By: Victoria Rego
The phrase “walk a mile in someone else’s shoes” has new meaning to me as a breast cancer survivor. I now understand it’s impossible to know what someone is feeling unless you’ve actually been there yourself. When I was first diagnosed, I didn’t think that talking to others would help, but I was wrong. The benefits of having a support system is immeasurable, especially when a cancer diagnosis is involved. Though family and friends are wonderful, they often unknowingly say they wrong thing in an attempt to be supportive. They mean well, I assure you; they just can’t really understand the impact a breast cancer diagnosis has unless they have heard those words themselves. While doctors and other medical staff provide an immense amount of information about what to expect and when, they can only tell you about the experiences of other patients. That being said, having a peer, someone who has been where you are now, can help in many ways to guide, support, and maybe let you know those side effects you think you’re having aren’t your imagination.
This is why having peer support is so important: we’ve been there, and we can tell you what worked for us and what didn’t. We understand that having your hair fall out from chemo and hearing “it’s just hair” is not okay. It’s not just hair, it’s a reality-check that this “cancer thing” is happening. We get that fatigue goes beyond “being tired” and straight to “my body is too heavy to move.” We also get that other factors can influence how diagnosis and treatment affect our lives. Having a peer to speak to helps, and research agrees: there is a benefit to peer-support programs, such as SHARE’s helpline. One benefit is that survivors are able to offer suggestions for managing the side-effects that women with breast cancer experience and share their personal experiences with cancer and treatment (Sutton & Erlen, 2006). Telling your story helps others know they aren’t alone. Studies show that patients who reach out to peer-support programs benefit because they are being understood by others who are not threatening, judgemental, emotionally-involved, or medical staff (Ono et al 2017).

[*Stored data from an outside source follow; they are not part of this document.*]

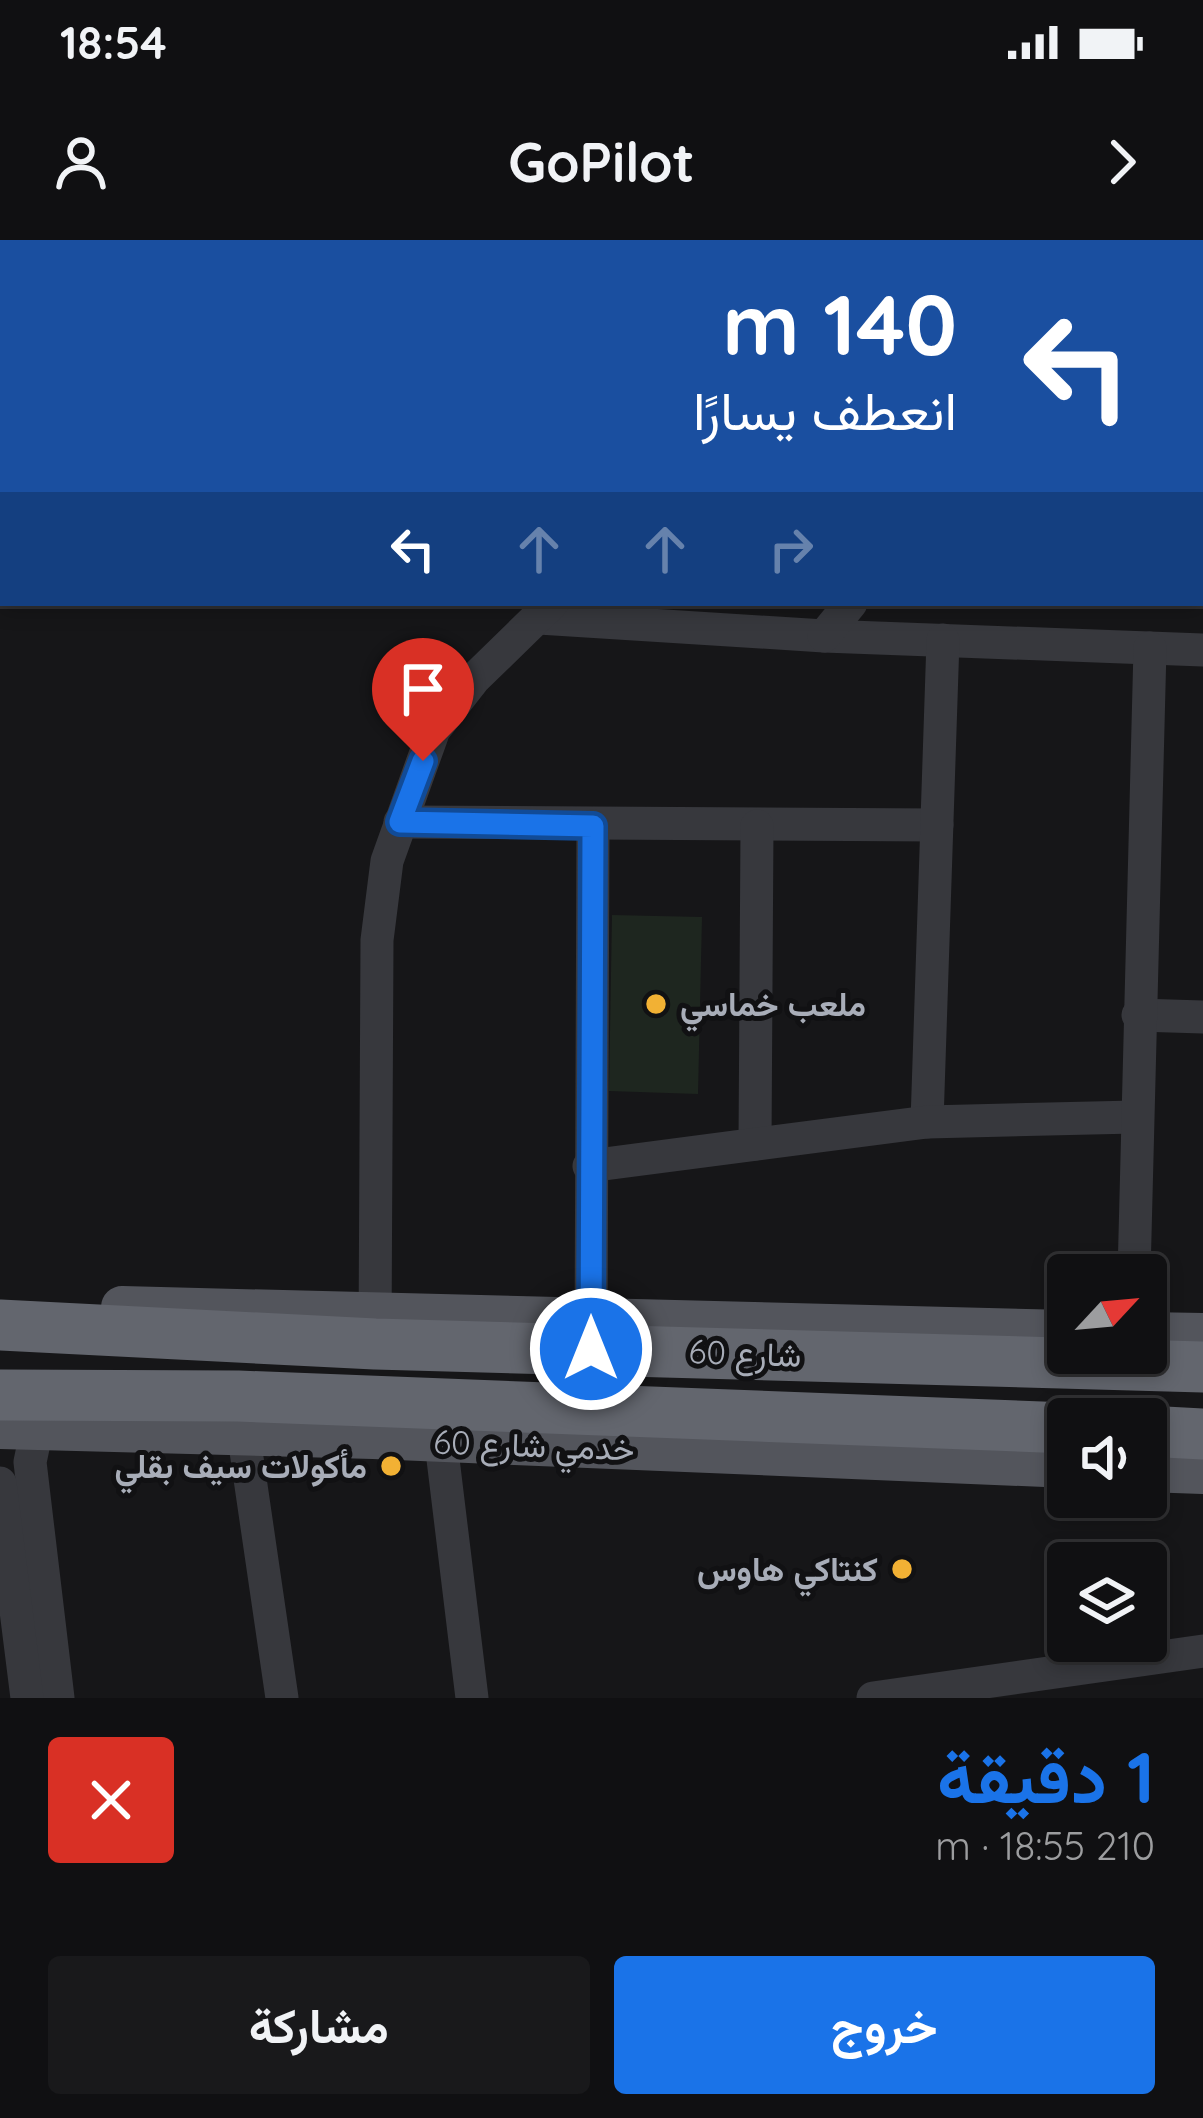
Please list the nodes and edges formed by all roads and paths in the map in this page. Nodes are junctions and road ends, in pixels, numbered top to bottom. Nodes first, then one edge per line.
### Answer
1 (849, 606) edge
2 (546, 610) edge
3 (824, 636) junction
4 (944, 640) junction
5 (1150, 648) junction
6 (1203, 650) edge
7 (400, 822) junction
8 (937, 825) junction
9 (593, 826) junction
10 (757, 826) junction
11 (1138, 1015) junction
12 (1203, 1017) edge
13 (1135, 1118) junction
14 (927, 1122) junction
15 (755, 1144) junction
16 (589, 1166) junction
17 (1134, 1254) edge
18 (0, 1303) edge
19 (0, 1325) edge
20 (375, 1329) junction
21 (1047, 1331) edge
22 (1203, 1334) edge
23 (591, 1335) junction
24 (1167, 1343) edge
25 (1047, 1348) edge
26 (1167, 1358) edge
27 (1203, 1367) edge
28 (0, 1395) edge
29 (241, 1415) junction
30 (37, 1417) edge
31 (438, 1423) junction
32 (1047, 1429) edge
33 (1167, 1432) edge
34 (1203, 1433) edge
35 (1047, 1466) edge
36 (1167, 1472) edge
37 (1203, 1473) edge
38 (0, 1483) edge
39 (8, 1604) edge
40 (1203, 1652) edge
41 (27, 1698) edge
42 (58, 1698) edge
43 (282, 1698) edge
44 (472, 1698) edge
45 (873, 1698) edge

1 - 3 street
2 - 3 street
2 - 7 street
3 - 4 street
4 - 5 street
4 - 8 street
5 - 6 street
5 - 11 street
7 - 9 street
7 - 20 street
8 - 10 street
8 - 14 street
9 - 10 street
9 - 16 street
10 - 15 street
11 - 12 street
11 - 13 street
13 - 14 street
13 - 17 street
14 - 15 street
15 - 16 street
16 - 23 street
18 - 20 main road
19 - 20 highway, شارع 60
20 - 23 highway, شارع 60
21 - 23 main road
22 - 24 main road
23 - 25 highway, شارع 60
26 - 27 highway, شارع 60
28 - 30 highway, شارع 60
29 - 30 highway, شارع 60
29 - 31 highway, شارع 60
29 - 43 street
30 - 42 street
31 - 32 highway, شارع 60
31 - 35 main road, خدمي شارع 60
31 - 44 street
33 - 34 highway
36 - 37 main road
38 - 39 street
39 - 41 street
40 - 45 street

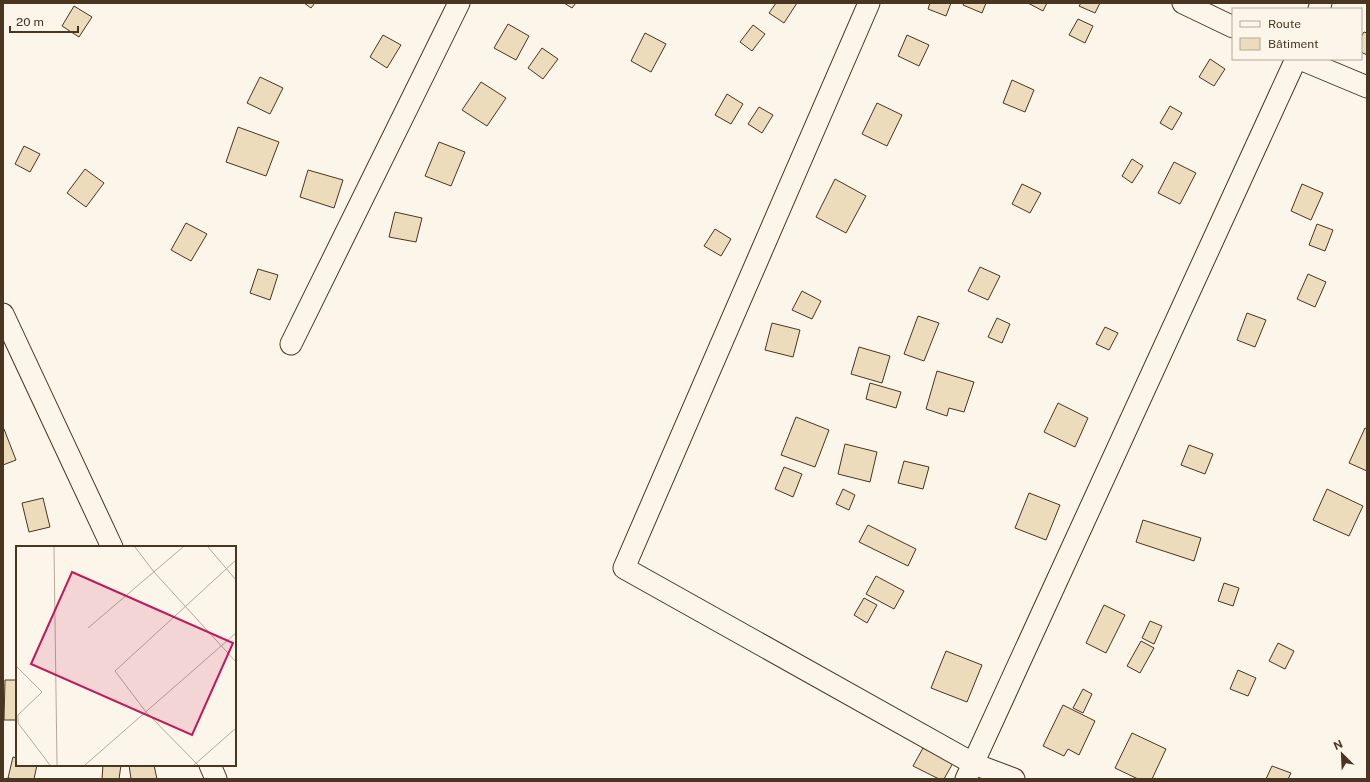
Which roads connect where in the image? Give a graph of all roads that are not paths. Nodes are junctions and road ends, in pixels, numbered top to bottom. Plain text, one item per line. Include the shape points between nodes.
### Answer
1 (459, 3) edge
2 (869, 3) edge
3 (1183, 3) edge
4 (1232, 27) edge
5 (1296, 60) edge
6 (1302, 60) edge
7 (1367, 87) edge
8 (3, 314) edge
9 (291, 344) dead end
10 (112, 546) edge
11 (210, 766) edge
12 (970, 771) edge
13 (216, 779) edge
14 (1014, 779) edge

1 - 9 street
2 - 12 street via 624,568
3 - 4 street
5 - 12 street
6 - 7 street
8 - 10 street
11 - 13 street
12 - 14 street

The article Subjective evaluation of a peer support program by women with breast cancer: A qualitative study (Ono et al 2017) describes several benefits of peer support, including support that is tailored to patient needs by trained peer supporters, having peer-specific emotional support, and receiving specific information about trials and new treatment options. Patients with early-stage breast cancer also referenced having the chance to reflect on feelings based on feedback and having help making preparations to move forward once treatment is completed as benefits. While the advantages are great, there are some disadvantages to peer support; it requires strict management of personal information, such as keeping peer-contact information private, and matching limitations. However, peer support has been shown to improve overall outcomes by providing information that doctors cannot: first-hand experience as a patient.
Kroenke, C. H., Kubzansky, L. D., Schernhammer, E. S., Holmes, M. D., & Kawachi, I. (2006). Social networks, social support, and survival after breast cancer diagnosis. J Clin Oncol, 24(7), 1105-1111.
Ono, M. , Tsuyumu, Y. , Ota, H. and Okamoto, R. (2017), Subjective evaluation of a peer support program by women with breast cancer: A qualitative study. Jpn J Nurs Sci, 14: 38-48. doi:10.1111/jjns.12134
Sutton, L. B., & Erlen, J. A. (2006). Effects of mutual dyad support on quality of life in women with breast cancer. Cancer Nursing, 29(6), 488-498.